Lillian Lee was a stage actress in New York City beginning in the early 1880s. She was in the cast of the original Ziegfeld Follies in 1907.

==Acting career==

Lee was only a child when she was assigned the part of Meenie in Rip Van Winkle, in a company led by Joseph Jefferson. The troupe was then touring in Baltimore, Maryland. She proved a skilled juvenile actress. She grew into a very competent adult theatrical performer. Her first character of importance came when she replaced an ailing Rosa Rand in a play during the 1884 season.

Myra Goodwin played the leading lady in Sis, an 1885 production of the 14th Street (Manhattan) Theatre. The company of Edward Kidder also
took seven plays on the road that year. One of them, Niagara, was scheduled to arrive in New York City at the beginning of 1886. Lee was engaged for the production as were Mattie Ferguson, Rose Eytinge, Harry Dalton, and others. The Irish Minstrel by Frederick Marsden was staged at Poole's Theatre, 8th Street near Broadway (Manhattan), in October 1886. W.J. Scanlan played the leading man with Lee being the primary female player.

She was in a cast of actors who presented A Midsummer Night's Dream at Manchester, Massachusetts, in July 1888. The outdoor play was performed evenings with electric light effects.

As Mrs. Jennings in Lover's Lane (1901), she was involved in a production which deals with rural life. The venue was the Manhattan Theatre on 102 West 33rd Street. In 1907 the building was demolished and replaced by a Gimbels department store in 1909.

Mrs. Wiggs of the Cabbage Patch had its New York City debut at the Savoy Theatre, 112 West 34th Street, in the late summer of 1904. The stage of the theatre had been recently expanded to enable the staging of the most detailed productions. The play was an adaptation of both Mrs. Wiggs of the Cabbage Patch and Lovey Mary, written by Anne Crawford Flexner. Lee acted the character of Mrs. Eichorn.

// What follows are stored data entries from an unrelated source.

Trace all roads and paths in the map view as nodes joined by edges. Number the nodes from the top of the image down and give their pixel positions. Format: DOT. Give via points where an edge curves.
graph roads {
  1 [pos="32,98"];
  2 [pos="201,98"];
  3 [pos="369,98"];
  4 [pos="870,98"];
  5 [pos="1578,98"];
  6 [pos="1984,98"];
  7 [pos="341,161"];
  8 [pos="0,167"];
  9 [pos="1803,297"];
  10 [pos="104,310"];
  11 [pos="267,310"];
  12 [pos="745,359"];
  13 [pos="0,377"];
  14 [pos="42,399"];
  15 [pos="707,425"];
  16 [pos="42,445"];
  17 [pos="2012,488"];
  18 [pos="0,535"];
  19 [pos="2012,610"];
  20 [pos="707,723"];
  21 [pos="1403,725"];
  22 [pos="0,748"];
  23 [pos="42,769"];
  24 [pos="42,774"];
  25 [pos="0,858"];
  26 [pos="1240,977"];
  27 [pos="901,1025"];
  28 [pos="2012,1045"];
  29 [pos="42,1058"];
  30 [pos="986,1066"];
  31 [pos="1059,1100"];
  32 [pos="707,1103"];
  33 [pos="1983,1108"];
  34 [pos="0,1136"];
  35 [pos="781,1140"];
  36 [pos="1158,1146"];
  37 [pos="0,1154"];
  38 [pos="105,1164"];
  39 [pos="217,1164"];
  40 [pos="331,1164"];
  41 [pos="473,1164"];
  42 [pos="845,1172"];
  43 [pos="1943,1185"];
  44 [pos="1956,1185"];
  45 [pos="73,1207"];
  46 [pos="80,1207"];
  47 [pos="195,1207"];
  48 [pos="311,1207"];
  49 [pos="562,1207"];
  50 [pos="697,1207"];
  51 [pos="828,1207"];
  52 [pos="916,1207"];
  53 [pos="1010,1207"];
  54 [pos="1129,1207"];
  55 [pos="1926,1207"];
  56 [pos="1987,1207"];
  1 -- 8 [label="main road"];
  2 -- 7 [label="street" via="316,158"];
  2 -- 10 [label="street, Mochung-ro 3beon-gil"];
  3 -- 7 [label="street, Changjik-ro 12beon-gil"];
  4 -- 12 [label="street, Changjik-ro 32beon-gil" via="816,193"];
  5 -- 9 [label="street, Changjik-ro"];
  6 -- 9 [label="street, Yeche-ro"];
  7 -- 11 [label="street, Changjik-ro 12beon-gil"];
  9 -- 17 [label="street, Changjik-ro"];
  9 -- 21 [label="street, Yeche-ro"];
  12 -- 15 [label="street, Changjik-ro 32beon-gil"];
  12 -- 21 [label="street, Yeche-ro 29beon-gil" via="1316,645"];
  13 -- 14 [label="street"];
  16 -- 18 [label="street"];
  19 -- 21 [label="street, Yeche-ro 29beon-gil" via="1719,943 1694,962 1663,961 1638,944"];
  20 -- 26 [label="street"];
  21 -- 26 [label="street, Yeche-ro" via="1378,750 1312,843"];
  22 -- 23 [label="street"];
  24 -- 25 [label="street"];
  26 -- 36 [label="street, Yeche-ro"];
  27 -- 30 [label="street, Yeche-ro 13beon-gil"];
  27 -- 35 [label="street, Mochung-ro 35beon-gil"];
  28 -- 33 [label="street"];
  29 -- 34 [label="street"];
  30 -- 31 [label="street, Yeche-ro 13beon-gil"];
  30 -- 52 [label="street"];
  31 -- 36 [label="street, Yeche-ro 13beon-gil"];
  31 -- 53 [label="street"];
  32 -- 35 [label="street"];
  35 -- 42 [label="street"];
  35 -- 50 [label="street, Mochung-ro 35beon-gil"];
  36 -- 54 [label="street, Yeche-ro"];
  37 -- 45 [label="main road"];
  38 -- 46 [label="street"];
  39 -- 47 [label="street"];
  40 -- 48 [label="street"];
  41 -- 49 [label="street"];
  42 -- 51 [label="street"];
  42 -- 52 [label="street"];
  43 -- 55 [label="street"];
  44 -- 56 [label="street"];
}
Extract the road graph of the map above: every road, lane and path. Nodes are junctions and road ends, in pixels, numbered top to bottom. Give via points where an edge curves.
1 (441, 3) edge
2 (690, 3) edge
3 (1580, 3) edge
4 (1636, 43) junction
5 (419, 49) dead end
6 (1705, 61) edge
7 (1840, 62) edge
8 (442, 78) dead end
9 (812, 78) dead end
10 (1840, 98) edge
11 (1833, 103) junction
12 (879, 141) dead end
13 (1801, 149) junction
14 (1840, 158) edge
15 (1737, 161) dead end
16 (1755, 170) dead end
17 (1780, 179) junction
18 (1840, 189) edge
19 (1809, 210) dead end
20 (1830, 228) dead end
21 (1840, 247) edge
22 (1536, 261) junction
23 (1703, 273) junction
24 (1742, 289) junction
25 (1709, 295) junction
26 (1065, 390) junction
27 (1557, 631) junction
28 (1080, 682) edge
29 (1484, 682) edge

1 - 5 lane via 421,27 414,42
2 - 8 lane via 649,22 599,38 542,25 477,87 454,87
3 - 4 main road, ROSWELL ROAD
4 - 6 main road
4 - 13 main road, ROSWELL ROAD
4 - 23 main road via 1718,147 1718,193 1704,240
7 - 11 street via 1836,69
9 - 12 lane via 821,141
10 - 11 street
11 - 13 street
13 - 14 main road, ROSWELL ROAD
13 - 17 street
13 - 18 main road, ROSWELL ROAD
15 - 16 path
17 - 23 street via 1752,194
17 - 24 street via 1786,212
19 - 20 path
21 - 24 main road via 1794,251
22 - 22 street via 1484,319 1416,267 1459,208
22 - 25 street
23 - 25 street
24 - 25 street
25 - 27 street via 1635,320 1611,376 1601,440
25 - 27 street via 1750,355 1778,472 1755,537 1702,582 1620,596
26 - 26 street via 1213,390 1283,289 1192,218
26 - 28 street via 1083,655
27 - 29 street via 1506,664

Joe Weber headed a cast of actors who staged Dream City and The Magic Knight at Shubert Park in Brooklyn, in April 1907. Lee was one of the
supporting players as were Lillian Blauvelt, Cecilia Loftus, and William Hodge.

The Follies of 1907 were described as a "satirical musical review" when they opened at the Jardin de Paris. The venue was atop the New York Theatre and Criterion Theatre. Entertainment included twenty musical numbers and many vaudeville acts. The chorus was composed primarily of Anna Held singers, who had played the Broadway Theatre only a week earlier. In addition to Lee, Emma Carus and Grace Larue were featured.

She was a part of The Deluge, a play given at Coney Island in the summer of 1908. Dress rehearsals were first held in May 1906, with an audience of 1,000 invited guests.
The show began with the building of a model of Noah's Ark, followed by a simulation of the deluge, and finally, a depiction of the millennium.

Lee played Dollbabia in The Lady Of The Slipper, a musical fantasy in three acts, written by Anne Caldwell and Lawrence McCarthy. Presented by the Globe Theatre (Lunt-Fontanne Theatre), in October 1912, a newspaper critic commented about the dull lines given both Lee and Queenie Vassar, the two wicked stepsisters of Cinderella.

Lee appeared as Miss Breckenridge in Cinders at the Dresden Theatre, atop the New Amsterdam Theatre, in April 1923. The musical comedy was written by Edward Clark with music by Rudolf Friml. An intimate theatre had been constructed from a thorough remodeling. Cinders was the first show held on the New Amsterdam Roof after the Midnight Frolics ceased production, when Prohibition in the United States became law in 1920.

===Silent film role===
She appeared in the 1923 silent film No Mother to Guide Her in the role of Donald Walling's Sister.